When will the LSST most probably be launched ? In November or in December?

“LSST will start before the end of the year”

But, in your opinion, for the moment (if no special inconvenience), do you think the LSST has more probability to be launched in November or December?

I’m interested because it takes a certain amount of time to detect distant moving solar system objects (at least two or three weeks to link 5 or 6 images from different nights and each pointing is repeated only after 3-4 nights [or more if bad conditions]), and some areas will no longer be observable in the night sky already by late December or early January. And then we’ll have to wait until April or May for them to return. For example an area that is not observable from 5th of January anymore will be observable again only from 1st of May. So, if the LSST started only on 25th of December, we wouldn’t be able to find distant mobile objects of this area before may 2026.

For the area I’m interested in, the launch should be before the 15th of December. If not, I’ll have to wait until May… :roll_eyes:

Does someone can tell me if we can expect the LSST launch to be closer to 1st of December than to 31st of December ?

“Substantial completion is now planned to be presented at the joint Construction Closeout Review 3 (CCR3) / Operations Readiness Review 2 (ORR2) to be held 23 and 24 October.”

@bechtol : “The Operations team is ready to assume responsibility for the Observatory on 25 October 2025, and the goal is to begin the Legacy Survey of Space and Time (LSST) by the end of this year, though some challenges and tasks remain that must be addressed first.

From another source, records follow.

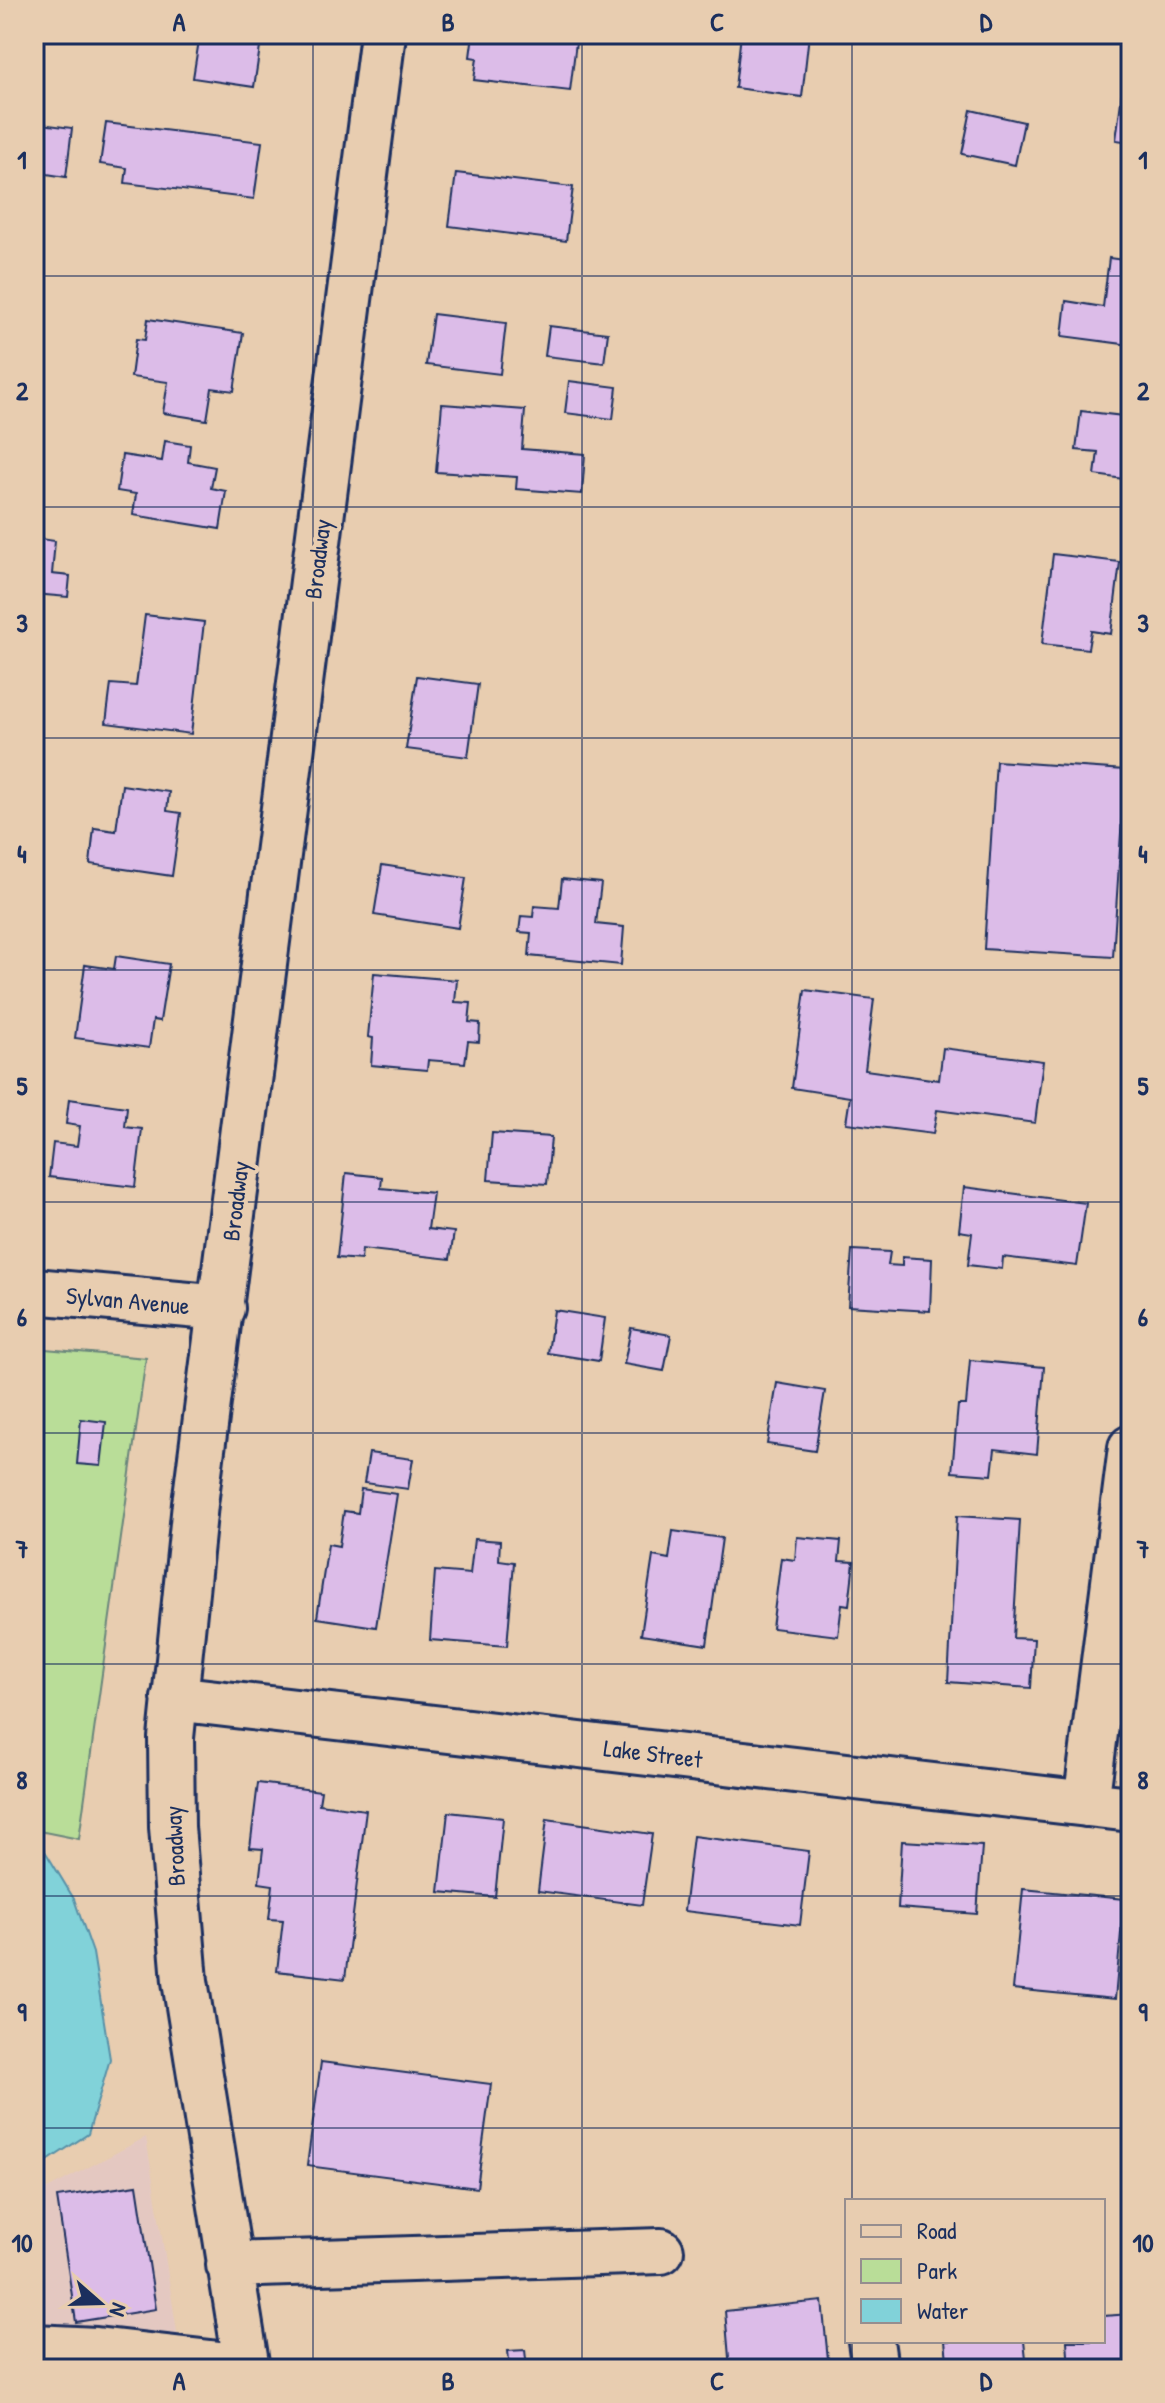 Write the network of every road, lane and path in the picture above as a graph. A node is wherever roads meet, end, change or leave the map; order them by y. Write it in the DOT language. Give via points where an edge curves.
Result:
graph roads {
  1 [pos="383,34"];
  2 [pos="34,1291"];
  3 [pos="222,1308"];
  4 [pos="1131,1448"];
  5 [pos="174,1698"];
  6 [pos="1086,1804"];
  7 [pos="1131,1809"];
  8 [pos="661,2251"];
  9 [pos="229,2265"];
  10 [pos="871,2343"];
  11 [pos="34,2347"];
  12 [pos="246,2368"];
  13 [pos="875,2369"];
  1 -- 3 [label="street, Broadway"];
  2 -- 3 [label="street, Sylvan Avenue"];
  3 -- 5 [label="street, Broadway"];
  4 -- 6 [label="street"];
  5 -- 6 [label="street, Lake Street"];
  5 -- 9 [label="street, Broadway" via="172,1827 185,1981"];
  6 -- 7 [label="street, Lake Street"];
  8 -- 9 [label="street"];
  9 -- 12 [label="street, Broadway"];
  10 -- 13 [label="street"];
  11 -- 12 [label="street"];
}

I suspect nobody is going to be able to answer your question, because we don’t really know yet.
However, I will make a less controversial point which is this:
even if we start in November or December, we will not have template images available in order to do difference imaging for quite a while (I wouldn’t feel like I was underestimating this if I said several months) – and we need to be able to do difference imaging in order to do most of the standard solar system object detection and thus announcing of new objects. So I think you’re likely to have to wait until May.

More generally though – we want to get things working correctly and as reliably as possible, as soon as possible. We will start as soon as we can start, and patience from the community while we are hard at work is appreciated.

(I’ll edit this to say — won’t have template images available over more than a very small amount of the sky at the start of the survey, and as @jrob93 showed below, it takes a while to ramp up to cover significant portions of the sky).

1 Like

To second what Lynne said (and to shamelessly self-plug some work) I recently looked at how template generation would affect the discovery of solar system objects in year 1 and several months is a very likely delay for the alerts to start flowing (Radware Bot Manager Captcha). Here’s a figure showing the transneptunian object discoveries as a function of time, comparing the “baseline” which already has templates and simulations where templates are generated incrementally:

It’s also worth pointing out that although there will most likely be no templates and no real-time alerts of the field you are interested in when it is observed, any moving objects there should be detected when all the observations are reprocessed for Data Release 1 (I think this is nominally scheduled for late 2027/early 2028).

@ljones is correct. At this stage, the best estimate we can provide is that we expect to begin the LSST by the end of 2025. We will continue to refine this estimate and update the community as we make progress.

Thank you very much for your answers jrob93 ljones leanne !

As i am a complete amateur, i didnt know about previous templates generation !

So of course such object won’t be discovered before summer 2026.